Radio station in Libya

Tribute FM is an English-language radio station targeting a Libyan audience both inside and outside the country. It was launched in May 2011 during the country's civil war. It is opposed to the government of Muammar al-Gaddafi.

Tribute FM describes itself as "Libya's first free, independent and urban English radio station". It says it is run by young Libyans who decided that the once banned English language should now have a presence on the airwaves of "the New Free Libya".

==Transmission arrangements==
Tribute FM is available via a live internet stream; through iTunes, Winamp, VLC media player and Windows Media Player; and using iPhone and Android Phone.

A tweet from @TributeFM on 6 June 2011 said the station was "now live 24/7" on 92.4 FM in and around the rebel capital of Benghazi.

==Launch history==
Tribute FM started test transmissions on 8 May 2011. On the morning of 11 May, it was still in test mode, announcing: "You’re listening to Tribute FM, broadcasting from Benghazi. We will be back live at 6 p.m. GMT (UTC) till approximately 1 a.m. GMT. For more information about how you can listen to us, please go to http://www.tributefm.com."

Tribute FM was launched by four people, at least two of whom have dual Libyan and British nationality. Because of fears of reprisals by Gaddafi loyalists, they do not disclose their full names. Similarly, the exact location of the station's studio is a secret, though it is said to be in Benghazi.

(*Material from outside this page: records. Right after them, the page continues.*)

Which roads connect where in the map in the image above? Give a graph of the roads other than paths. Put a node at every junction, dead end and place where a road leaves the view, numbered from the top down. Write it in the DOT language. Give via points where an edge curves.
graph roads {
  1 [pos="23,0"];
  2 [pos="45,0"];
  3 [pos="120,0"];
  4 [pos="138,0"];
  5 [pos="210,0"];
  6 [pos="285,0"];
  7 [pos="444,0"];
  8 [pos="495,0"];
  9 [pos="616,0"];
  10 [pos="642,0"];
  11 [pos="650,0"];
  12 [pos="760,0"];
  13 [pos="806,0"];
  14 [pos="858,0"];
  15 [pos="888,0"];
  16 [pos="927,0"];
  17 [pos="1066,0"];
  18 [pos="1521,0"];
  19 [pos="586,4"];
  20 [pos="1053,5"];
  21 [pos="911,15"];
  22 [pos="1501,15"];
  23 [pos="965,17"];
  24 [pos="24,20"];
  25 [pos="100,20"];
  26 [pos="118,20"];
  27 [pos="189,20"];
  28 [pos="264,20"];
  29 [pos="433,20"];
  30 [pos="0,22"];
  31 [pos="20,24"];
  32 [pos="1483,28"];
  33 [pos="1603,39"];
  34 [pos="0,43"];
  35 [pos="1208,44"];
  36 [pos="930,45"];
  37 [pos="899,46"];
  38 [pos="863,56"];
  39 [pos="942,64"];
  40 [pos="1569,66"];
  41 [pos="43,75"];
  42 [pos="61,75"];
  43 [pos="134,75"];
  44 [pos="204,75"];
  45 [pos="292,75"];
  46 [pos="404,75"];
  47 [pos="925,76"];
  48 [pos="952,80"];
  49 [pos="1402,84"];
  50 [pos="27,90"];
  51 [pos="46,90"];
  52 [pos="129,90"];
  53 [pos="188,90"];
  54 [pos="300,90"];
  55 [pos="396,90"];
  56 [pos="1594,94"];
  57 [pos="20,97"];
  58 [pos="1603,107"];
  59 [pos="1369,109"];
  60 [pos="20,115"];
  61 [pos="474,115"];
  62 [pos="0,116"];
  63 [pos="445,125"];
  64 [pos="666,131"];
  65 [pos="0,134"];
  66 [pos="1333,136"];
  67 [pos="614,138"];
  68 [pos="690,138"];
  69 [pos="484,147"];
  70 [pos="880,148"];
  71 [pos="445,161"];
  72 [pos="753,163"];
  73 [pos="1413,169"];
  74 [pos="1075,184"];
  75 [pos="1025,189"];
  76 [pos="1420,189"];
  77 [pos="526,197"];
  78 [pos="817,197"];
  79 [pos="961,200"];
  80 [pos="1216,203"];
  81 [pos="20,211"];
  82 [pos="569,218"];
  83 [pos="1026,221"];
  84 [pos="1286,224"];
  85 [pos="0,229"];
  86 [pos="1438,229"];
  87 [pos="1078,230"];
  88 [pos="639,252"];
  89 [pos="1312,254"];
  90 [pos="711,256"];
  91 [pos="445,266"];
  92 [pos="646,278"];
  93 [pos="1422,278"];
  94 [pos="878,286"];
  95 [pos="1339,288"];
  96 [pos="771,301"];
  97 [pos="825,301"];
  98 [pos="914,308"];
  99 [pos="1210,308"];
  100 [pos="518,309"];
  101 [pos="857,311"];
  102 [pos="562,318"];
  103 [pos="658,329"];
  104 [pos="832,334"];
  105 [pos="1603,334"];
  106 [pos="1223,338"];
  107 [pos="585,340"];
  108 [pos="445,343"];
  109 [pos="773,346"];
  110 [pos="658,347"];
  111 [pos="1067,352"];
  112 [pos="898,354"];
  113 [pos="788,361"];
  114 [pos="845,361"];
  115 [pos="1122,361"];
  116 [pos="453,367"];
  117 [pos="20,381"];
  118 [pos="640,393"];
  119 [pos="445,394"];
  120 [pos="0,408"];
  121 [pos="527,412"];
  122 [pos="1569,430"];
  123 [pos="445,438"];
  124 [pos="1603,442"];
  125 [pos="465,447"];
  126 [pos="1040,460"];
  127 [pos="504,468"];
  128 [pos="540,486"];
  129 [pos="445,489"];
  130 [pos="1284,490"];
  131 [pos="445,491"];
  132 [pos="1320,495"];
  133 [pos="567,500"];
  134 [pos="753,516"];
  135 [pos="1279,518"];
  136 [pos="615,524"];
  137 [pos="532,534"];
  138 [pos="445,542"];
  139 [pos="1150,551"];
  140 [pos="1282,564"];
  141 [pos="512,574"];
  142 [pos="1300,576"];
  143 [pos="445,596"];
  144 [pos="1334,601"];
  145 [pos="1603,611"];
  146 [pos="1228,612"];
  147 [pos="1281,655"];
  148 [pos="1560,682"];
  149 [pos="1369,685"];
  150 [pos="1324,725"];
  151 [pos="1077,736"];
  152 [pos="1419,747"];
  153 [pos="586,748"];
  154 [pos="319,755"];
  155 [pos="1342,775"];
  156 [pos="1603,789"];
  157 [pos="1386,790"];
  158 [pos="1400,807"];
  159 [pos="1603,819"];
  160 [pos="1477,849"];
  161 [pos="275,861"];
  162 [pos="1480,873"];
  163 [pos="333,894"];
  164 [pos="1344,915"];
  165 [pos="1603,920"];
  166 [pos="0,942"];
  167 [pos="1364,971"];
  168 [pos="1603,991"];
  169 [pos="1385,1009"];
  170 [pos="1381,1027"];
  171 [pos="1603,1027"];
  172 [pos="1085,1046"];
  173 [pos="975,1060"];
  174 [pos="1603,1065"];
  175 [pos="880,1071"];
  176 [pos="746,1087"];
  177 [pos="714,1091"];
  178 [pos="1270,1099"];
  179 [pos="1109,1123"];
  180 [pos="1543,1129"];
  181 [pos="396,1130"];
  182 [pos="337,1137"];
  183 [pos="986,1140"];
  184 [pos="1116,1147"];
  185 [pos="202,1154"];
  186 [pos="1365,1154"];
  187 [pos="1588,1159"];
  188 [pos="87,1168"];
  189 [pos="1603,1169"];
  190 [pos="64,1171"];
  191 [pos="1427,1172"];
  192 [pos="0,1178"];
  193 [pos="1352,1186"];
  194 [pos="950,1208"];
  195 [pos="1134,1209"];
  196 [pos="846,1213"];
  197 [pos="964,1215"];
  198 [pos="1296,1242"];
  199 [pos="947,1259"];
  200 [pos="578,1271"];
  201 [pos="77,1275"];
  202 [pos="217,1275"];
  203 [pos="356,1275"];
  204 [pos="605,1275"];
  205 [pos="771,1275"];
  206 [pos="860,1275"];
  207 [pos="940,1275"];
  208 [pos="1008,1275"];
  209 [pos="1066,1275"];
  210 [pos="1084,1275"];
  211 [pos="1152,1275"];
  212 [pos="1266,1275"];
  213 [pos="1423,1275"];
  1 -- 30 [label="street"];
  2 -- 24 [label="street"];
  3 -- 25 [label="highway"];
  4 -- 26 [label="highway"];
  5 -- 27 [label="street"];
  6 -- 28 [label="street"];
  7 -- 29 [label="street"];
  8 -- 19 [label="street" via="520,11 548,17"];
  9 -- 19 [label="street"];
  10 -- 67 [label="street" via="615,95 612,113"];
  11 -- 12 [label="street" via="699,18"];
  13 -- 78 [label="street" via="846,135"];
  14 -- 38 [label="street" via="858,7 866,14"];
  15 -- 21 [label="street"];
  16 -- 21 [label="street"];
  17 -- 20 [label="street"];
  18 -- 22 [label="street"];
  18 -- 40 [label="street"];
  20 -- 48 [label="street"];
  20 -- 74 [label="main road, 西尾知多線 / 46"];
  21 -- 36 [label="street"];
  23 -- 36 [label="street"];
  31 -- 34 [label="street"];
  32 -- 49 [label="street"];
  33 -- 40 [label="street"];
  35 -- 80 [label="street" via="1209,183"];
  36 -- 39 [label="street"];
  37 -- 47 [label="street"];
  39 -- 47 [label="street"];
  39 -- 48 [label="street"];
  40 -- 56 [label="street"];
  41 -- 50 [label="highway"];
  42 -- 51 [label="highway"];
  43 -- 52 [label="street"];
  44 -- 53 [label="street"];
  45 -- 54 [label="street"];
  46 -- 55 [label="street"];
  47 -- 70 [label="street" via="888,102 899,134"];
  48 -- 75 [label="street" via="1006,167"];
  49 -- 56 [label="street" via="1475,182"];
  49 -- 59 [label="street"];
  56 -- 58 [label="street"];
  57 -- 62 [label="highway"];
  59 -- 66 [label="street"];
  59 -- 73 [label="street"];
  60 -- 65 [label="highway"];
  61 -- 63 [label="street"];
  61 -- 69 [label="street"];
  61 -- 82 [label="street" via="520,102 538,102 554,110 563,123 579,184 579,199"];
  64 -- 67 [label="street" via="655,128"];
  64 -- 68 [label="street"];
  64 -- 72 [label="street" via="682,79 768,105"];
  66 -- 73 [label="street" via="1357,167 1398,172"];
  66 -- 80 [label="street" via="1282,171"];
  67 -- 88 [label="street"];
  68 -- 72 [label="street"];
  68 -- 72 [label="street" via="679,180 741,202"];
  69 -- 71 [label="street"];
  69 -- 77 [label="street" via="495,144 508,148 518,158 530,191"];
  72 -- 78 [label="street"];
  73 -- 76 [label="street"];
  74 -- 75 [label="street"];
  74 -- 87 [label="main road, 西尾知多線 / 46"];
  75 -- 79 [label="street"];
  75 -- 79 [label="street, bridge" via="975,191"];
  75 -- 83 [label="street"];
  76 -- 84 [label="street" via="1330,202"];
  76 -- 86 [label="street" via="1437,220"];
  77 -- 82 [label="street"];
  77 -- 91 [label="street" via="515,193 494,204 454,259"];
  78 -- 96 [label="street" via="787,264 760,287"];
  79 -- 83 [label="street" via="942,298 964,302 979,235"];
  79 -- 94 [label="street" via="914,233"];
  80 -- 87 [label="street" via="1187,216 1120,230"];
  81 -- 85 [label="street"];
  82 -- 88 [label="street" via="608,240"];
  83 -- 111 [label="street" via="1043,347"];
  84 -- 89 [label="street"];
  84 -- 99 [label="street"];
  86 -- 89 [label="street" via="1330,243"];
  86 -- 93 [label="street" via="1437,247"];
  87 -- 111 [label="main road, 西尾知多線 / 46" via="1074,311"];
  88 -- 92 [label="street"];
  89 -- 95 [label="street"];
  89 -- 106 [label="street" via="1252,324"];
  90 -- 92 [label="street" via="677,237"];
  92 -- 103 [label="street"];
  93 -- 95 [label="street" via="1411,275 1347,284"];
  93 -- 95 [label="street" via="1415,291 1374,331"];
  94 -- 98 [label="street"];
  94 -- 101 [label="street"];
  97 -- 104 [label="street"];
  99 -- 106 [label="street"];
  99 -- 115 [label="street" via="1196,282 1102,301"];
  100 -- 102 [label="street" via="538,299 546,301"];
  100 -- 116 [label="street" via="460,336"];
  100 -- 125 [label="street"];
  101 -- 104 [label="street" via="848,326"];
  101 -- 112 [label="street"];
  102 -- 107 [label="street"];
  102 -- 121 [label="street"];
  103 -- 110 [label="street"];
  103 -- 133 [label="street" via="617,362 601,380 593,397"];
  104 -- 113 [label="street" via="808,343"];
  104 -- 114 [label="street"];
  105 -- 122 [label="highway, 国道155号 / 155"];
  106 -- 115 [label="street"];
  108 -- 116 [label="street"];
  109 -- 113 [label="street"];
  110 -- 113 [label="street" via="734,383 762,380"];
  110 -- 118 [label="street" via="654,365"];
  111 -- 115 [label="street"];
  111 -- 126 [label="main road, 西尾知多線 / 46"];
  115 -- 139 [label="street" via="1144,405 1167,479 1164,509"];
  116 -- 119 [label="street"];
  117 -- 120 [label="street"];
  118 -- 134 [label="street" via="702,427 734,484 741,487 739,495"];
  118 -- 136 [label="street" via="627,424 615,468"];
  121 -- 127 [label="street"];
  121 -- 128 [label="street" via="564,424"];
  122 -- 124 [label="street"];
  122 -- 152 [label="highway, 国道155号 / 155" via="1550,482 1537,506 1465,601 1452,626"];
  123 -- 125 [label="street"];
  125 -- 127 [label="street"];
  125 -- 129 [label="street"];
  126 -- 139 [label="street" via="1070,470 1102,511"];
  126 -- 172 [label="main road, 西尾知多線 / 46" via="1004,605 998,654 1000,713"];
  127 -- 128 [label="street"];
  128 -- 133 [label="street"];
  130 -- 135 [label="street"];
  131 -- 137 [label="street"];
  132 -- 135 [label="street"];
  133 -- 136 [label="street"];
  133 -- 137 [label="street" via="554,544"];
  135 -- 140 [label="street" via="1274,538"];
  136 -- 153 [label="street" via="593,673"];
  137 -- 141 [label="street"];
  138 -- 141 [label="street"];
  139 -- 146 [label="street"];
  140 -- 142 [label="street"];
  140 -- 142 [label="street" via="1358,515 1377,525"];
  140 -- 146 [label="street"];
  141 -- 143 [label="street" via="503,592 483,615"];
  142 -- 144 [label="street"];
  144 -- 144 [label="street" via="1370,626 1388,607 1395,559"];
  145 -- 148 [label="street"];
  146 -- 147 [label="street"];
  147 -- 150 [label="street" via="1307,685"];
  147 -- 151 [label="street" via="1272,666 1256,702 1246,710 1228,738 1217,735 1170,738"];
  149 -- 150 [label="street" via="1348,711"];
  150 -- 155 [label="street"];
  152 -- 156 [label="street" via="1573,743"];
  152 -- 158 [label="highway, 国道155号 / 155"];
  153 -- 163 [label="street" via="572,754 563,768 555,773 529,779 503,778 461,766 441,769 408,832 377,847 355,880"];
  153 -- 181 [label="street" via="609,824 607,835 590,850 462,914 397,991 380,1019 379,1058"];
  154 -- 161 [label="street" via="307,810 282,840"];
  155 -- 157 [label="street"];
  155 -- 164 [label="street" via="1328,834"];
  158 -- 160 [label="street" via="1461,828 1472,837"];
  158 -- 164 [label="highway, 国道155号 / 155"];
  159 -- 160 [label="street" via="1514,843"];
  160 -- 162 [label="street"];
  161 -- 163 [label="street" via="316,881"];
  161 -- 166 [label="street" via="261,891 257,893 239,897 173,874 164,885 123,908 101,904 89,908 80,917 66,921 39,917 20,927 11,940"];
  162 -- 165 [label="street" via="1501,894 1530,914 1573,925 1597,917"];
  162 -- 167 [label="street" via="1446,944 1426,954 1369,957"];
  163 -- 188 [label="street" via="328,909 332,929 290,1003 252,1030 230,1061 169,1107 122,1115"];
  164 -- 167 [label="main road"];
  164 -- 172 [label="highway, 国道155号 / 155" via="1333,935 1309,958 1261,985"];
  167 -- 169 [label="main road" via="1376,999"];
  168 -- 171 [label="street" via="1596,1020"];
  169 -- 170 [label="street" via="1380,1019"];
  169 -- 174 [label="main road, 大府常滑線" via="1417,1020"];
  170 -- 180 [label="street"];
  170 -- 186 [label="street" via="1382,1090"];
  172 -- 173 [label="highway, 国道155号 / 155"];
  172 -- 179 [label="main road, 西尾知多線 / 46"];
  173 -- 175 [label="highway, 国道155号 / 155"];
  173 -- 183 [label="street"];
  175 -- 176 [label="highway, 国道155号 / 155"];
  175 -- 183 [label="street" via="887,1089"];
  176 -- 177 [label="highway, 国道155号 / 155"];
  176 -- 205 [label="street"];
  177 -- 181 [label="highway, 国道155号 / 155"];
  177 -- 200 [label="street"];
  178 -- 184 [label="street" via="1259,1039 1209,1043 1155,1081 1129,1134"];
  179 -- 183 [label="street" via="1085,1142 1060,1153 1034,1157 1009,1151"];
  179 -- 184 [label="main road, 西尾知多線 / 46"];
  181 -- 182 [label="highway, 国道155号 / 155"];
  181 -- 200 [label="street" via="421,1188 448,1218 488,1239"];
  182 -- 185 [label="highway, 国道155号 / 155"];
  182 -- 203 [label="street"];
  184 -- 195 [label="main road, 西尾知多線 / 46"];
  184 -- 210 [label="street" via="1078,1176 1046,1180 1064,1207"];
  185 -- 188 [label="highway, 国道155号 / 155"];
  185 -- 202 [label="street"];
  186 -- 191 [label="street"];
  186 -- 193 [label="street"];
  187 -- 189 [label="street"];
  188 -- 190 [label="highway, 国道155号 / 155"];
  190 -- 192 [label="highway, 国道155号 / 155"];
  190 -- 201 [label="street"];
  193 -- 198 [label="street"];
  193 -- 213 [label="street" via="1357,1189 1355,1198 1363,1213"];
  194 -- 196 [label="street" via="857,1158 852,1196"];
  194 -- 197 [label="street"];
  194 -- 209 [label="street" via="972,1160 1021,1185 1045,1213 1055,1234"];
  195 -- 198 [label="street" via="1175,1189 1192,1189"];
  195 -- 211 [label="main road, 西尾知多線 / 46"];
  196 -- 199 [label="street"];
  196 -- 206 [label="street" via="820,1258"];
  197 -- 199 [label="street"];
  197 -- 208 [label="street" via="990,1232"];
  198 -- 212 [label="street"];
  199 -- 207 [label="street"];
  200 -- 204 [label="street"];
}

In late May 2011, Tribute FM was broadcasting daily from 8 p.m. to about 4 a.m. local time (18:00-02:00 UTC).

Also in late May 2011, it was reported that the station's studio had suffered minor damage in a bomb attack. This followed an accusation by pro-Gaddafi television that Tribute FM was a foreign-financed attempt to spread Christianity.

==Other opposition radio stations==
A number of other opposition radio stations, calling themselves Voice of Free Libya or Radio Free Libya, including one station in Benghazi, began broadcasting in Arabic earlier in the civil war. It is unclear whether Tribute FM has any connection with them.